▼

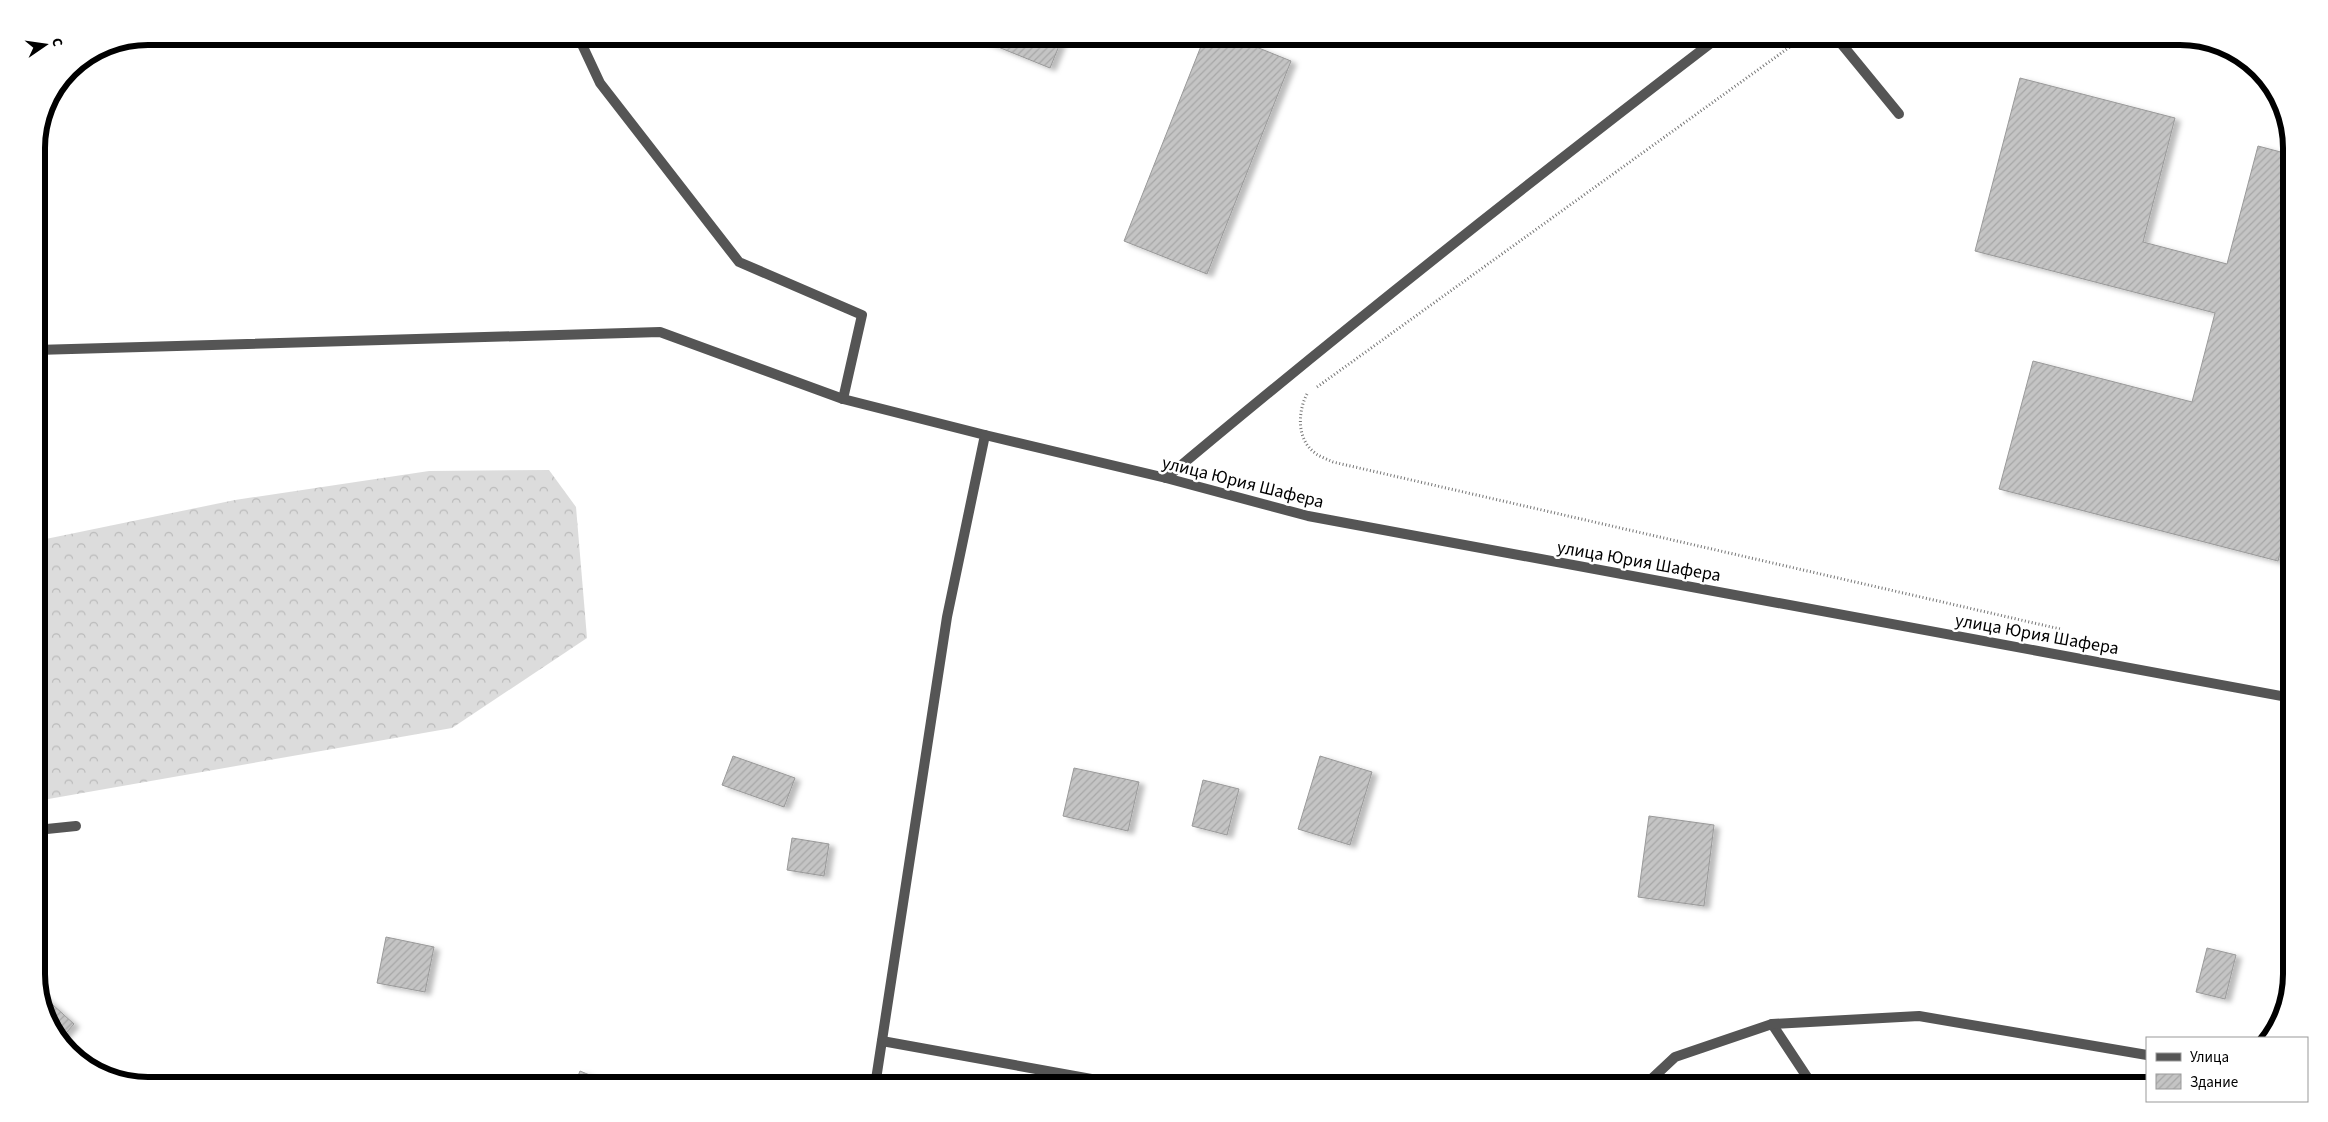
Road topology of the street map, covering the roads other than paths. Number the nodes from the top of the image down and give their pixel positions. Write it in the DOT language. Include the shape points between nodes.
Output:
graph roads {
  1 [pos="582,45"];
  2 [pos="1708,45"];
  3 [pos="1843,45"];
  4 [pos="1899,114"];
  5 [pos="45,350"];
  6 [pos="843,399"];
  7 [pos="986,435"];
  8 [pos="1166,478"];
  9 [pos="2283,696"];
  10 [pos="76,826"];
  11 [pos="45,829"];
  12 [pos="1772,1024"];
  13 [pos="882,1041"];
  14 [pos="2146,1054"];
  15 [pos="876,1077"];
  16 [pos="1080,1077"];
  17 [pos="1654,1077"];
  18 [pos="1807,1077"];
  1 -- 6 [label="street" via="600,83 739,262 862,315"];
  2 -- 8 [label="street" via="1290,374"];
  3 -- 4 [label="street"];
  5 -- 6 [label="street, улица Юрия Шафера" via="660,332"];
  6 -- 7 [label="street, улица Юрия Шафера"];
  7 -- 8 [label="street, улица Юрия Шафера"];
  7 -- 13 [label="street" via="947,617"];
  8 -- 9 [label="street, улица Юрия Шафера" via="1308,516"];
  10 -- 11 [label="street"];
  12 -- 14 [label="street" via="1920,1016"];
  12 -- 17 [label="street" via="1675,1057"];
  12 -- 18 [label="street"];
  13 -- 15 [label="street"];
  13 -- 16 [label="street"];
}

▲

[What to work on]
Before copying the material, set its pictures aside; then transcribe it word for word.

[Solution to the exercise]
Road topology of the street map, covering the roads other than paths. Number the nodes from the top of the image down and give their pixel positions. Write it in the DOT language. Include the shape points between nodes.
Output:
graph roads {
  1 [pos="582,45"];
  2 [pos="1708,45"];
  3 [pos="1843,45"];
  4 [pos="1899,114"];
  5 [pos="45,350"];
  6 [pos="843,399"];
  7 [pos="986,435"];
  8 [pos="1166,478"];
  9 [pos="2283,696"];
  10 [pos="76,826"];
  11 [pos="45,829"];
  12 [pos="1772,1024"];
  13 [pos="882,1041"];
  14 [pos="2146,1054"];
  15 [pos="876,1077"];
  16 [pos="1080,1077"];
  17 [pos="1654,1077"];
  18 [pos="1807,1077"];
  1 -- 6 [label="street" via="600,83 739,262 862,315"];
  2 -- 8 [label="street" via="1290,374"];
  3 -- 4 [label="street"];
  5 -- 6 [label="street, улица Юрия Шафера" via="660,332"];
  6 -- 7 [label="street, улица Юрия Шафера"];
  7 -- 8 [label="street, улица Юрия Шафера"];
  7 -- 13 [label="street" via="947,617"];
  8 -- 9 [label="street, улица Юрия Шафера" via="1308,516"];
  10 -- 11 [label="street"];
  12 -- 14 [label="street" via="1920,1016"];
  12 -- 17 [label="street" via="1675,1057"];
  12 -- 18 [label="street"];
  13 -- 15 [label="street"];
  13 -- 16 [label="street"];
}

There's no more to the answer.